EXERCISE DIRECTIONS
Look through the lines below for the word "junction", and copy every line that has it.
(INFORMATION SHOWN Opens)
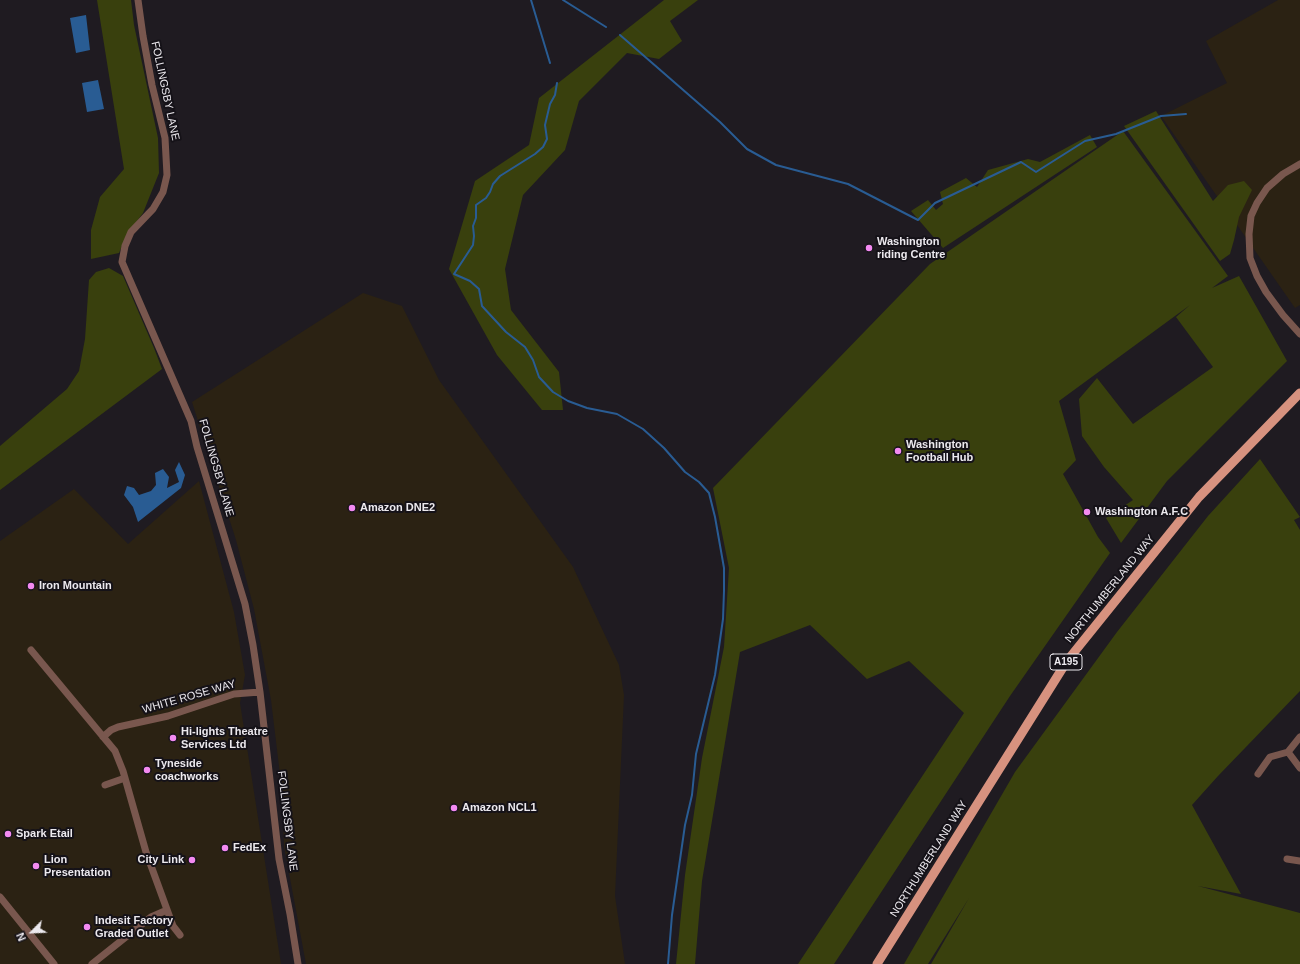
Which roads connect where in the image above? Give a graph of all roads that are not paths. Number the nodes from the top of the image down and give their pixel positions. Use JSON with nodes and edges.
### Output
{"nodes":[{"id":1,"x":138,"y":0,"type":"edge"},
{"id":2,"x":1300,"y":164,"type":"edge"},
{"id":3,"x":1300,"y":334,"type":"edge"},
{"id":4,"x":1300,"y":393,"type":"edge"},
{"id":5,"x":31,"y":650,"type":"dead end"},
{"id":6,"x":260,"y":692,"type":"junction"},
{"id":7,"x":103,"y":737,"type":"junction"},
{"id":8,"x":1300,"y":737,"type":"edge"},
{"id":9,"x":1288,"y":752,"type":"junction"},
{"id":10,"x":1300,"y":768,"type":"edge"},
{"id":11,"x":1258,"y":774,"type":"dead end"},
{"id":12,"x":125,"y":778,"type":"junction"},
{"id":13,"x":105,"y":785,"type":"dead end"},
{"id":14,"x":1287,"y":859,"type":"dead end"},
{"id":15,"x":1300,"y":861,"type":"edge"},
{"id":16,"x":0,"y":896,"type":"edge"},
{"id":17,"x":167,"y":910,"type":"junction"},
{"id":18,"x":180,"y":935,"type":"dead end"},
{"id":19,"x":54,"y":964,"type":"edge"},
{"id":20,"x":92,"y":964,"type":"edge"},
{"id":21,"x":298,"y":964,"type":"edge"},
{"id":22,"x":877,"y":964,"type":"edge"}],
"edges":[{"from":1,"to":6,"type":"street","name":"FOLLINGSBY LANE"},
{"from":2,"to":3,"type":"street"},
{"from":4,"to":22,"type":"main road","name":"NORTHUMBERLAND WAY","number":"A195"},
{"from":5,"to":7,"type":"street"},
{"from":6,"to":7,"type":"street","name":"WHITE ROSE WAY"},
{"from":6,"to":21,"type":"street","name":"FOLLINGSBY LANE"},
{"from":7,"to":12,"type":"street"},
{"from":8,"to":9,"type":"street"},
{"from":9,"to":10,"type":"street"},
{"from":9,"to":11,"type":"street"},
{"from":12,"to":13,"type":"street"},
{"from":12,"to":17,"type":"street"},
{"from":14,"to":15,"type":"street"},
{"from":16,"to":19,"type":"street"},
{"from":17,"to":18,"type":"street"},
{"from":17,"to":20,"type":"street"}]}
(INFORMATION SHOWN Closes)
EXERCISE OUTPUT
{"id":6,"x":260,"y":692,"type":"junction"},
{"id":7,"x":103,"y":737,"type":"junction"},
{"id":9,"x":1288,"y":752,"type":"junction"},
{"id":12,"x":125,"y":778,"type":"junction"},
{"id":17,"x":167,"y":910,"type":"junction"},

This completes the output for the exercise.